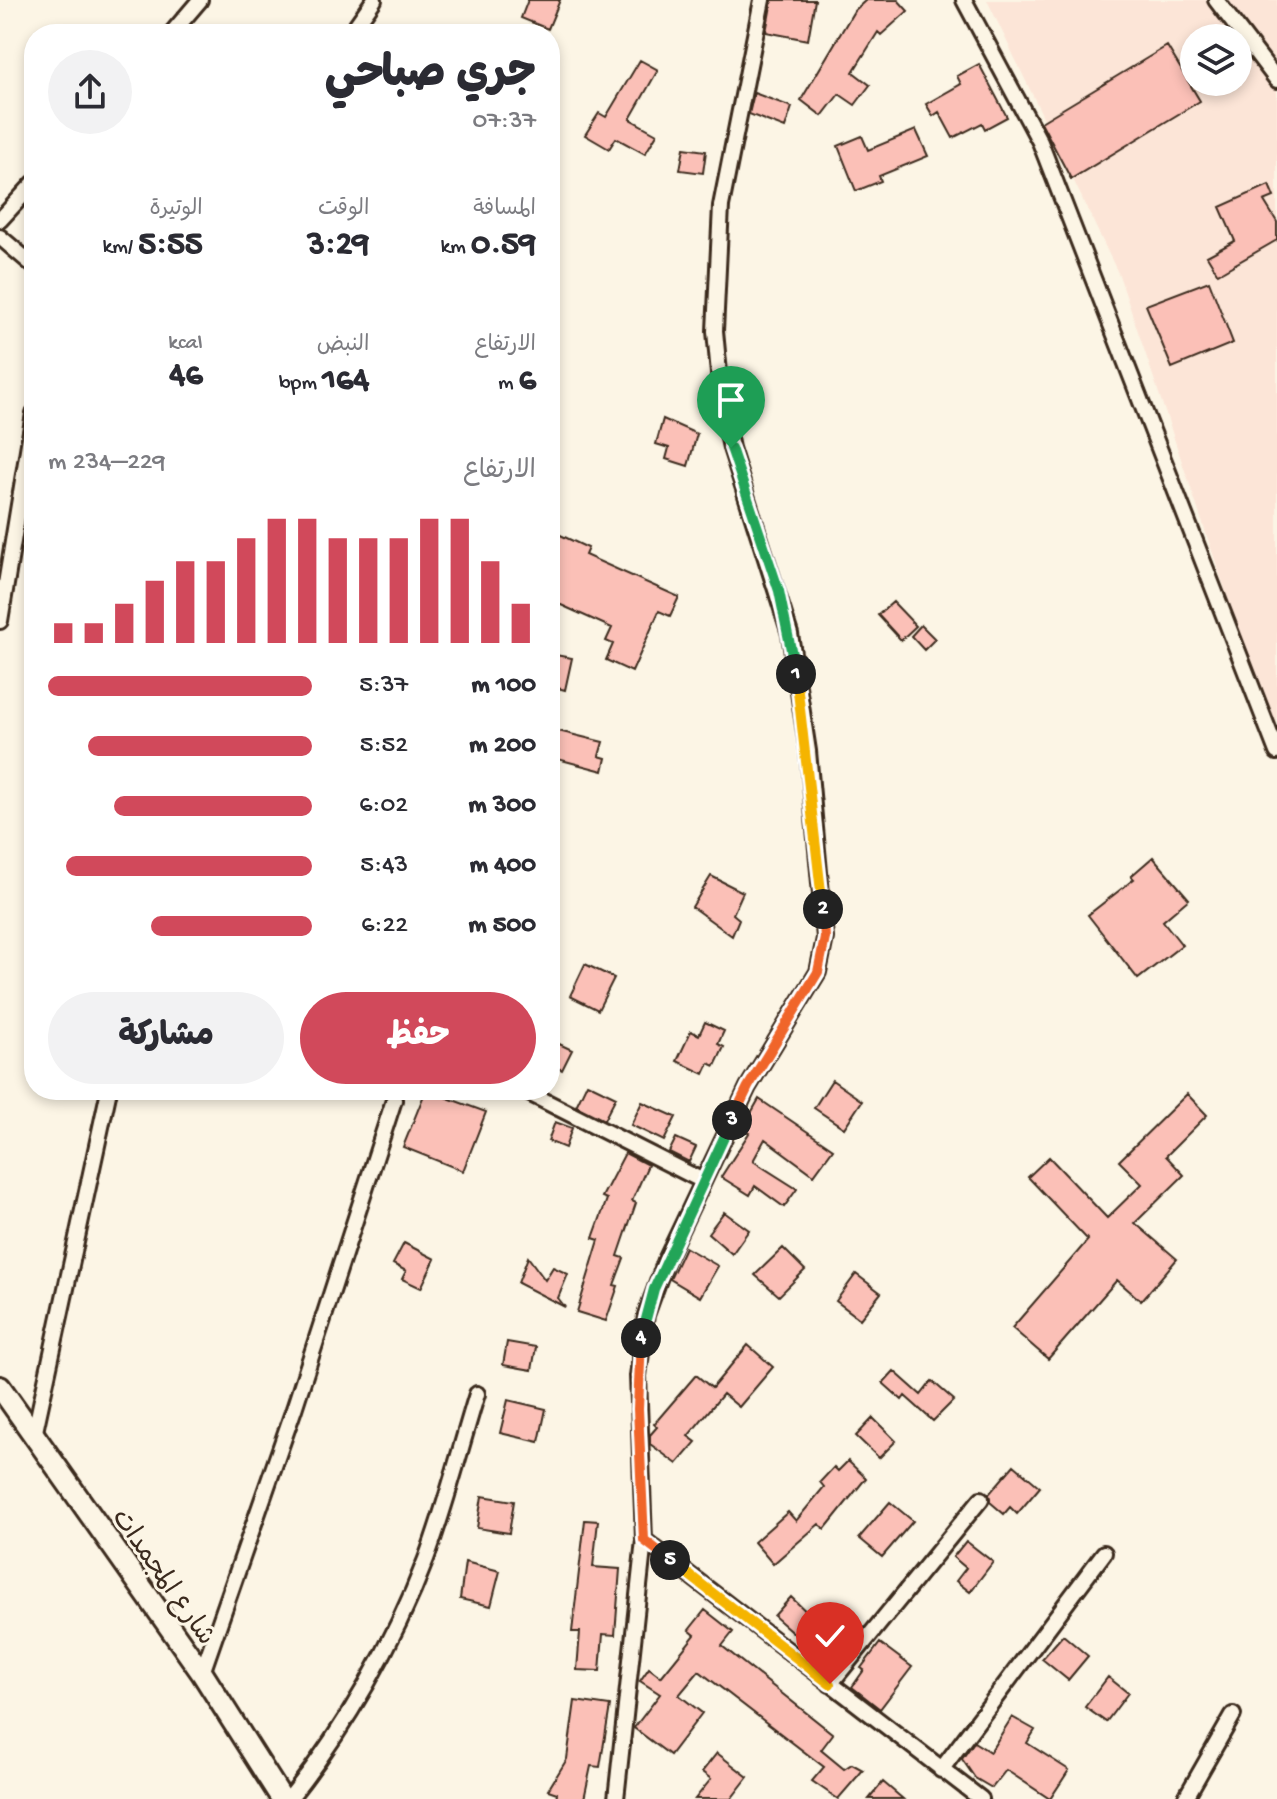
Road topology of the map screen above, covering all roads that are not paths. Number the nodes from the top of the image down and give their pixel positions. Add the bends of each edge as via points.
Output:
1 (200, 0) edge
2 (374, 0) edge
3 (762, 0) edge
4 (964, 0) edge
5 (1216, 0) edge
6 (180, 24) edge
7 (357, 24) edge
8 (1277, 80) edge
9 (24, 194) edge
10 (0, 220) edge
11 (0, 237) edge
12 (24, 257) edge
13 (24, 474) edge
14 (0, 621) edge
15 (1277, 752) edge
16 (107, 1100) edge
17 (394, 1100) dead end
18 (543, 1100) edge
19 (703, 1181) junction
20 (0, 1387) edge
21 (477, 1394) dead end
22 (34, 1436) junction
23 (981, 1499) dead end
24 (644, 1540) junction
25 (1104, 1553) dead end
26 (202, 1673) junction
27 (830, 1684) junction
28 (1233, 1715) dead end
29 (941, 1770) junction
30 (282, 1799) edge
31 (289, 1799) edge
32 (616, 1799) edge
33 (981, 1799) edge
34 (1185, 1799) edge

1 - 6 street
2 - 7 street
3 - 19 street via 721,206 716,345 731,448 790,634 808,751 825,938 814,980 748,1087
4 - 15 street via 1044,152
5 - 8 street
9 - 10 street
11 - 12 street
13 - 14 street
16 - 22 street
17 - 26 street
18 - 19 street
19 - 24 street via 654,1289 639,1348
20 - 22 main road, شارع المجمدات
21 - 31 street via 410,1597 341,1724
22 - 26 main road, شارع المجمدات
23 - 27 street
24 - 27 street
24 - 32 street
25 - 29 street
26 - 30 main road, شارع المجمدات
27 - 29 street
28 - 34 street
29 - 33 street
********
Omit every picture, then repeat the remaining data exactly as it appears above.

Road topology of the map screen above, covering all roads that are not paths. Number the nodes from the top of the image down and give their pixel positions. Add the bends of each edge as via points.
Output:
1 (200, 0) edge
2 (374, 0) edge
3 (762, 0) edge
4 (964, 0) edge
5 (1216, 0) edge
6 (180, 24) edge
7 (357, 24) edge
8 (1277, 80) edge
9 (24, 194) edge
10 (0, 220) edge
11 (0, 237) edge
12 (24, 257) edge
13 (24, 474) edge
14 (0, 621) edge
15 (1277, 752) edge
16 (107, 1100) edge
17 (394, 1100) dead end
18 (543, 1100) edge
19 (703, 1181) junction
20 (0, 1387) edge
21 (477, 1394) dead end
22 (34, 1436) junction
23 (981, 1499) dead end
24 (644, 1540) junction
25 (1104, 1553) dead end
26 (202, 1673) junction
27 (830, 1684) junction
28 (1233, 1715) dead end
29 (941, 1770) junction
30 (282, 1799) edge
31 (289, 1799) edge
32 (616, 1799) edge
33 (981, 1799) edge
34 (1185, 1799) edge

1 - 6 street
2 - 7 street
3 - 19 street via 721,206 716,345 731,448 790,634 808,751 825,938 814,980 748,1087
4 - 15 street via 1044,152
5 - 8 street
9 - 10 street
11 - 12 street
13 - 14 street
16 - 22 street
17 - 26 street
18 - 19 street
19 - 24 street via 654,1289 639,1348
20 - 22 main road, شارع المجمدات
21 - 31 street via 410,1597 341,1724
22 - 26 main road, شارع المجمدات
23 - 27 street
24 - 27 street
24 - 32 street
25 - 29 street
26 - 30 main road, شارع المجمدات
27 - 29 street
28 - 34 street
29 - 33 street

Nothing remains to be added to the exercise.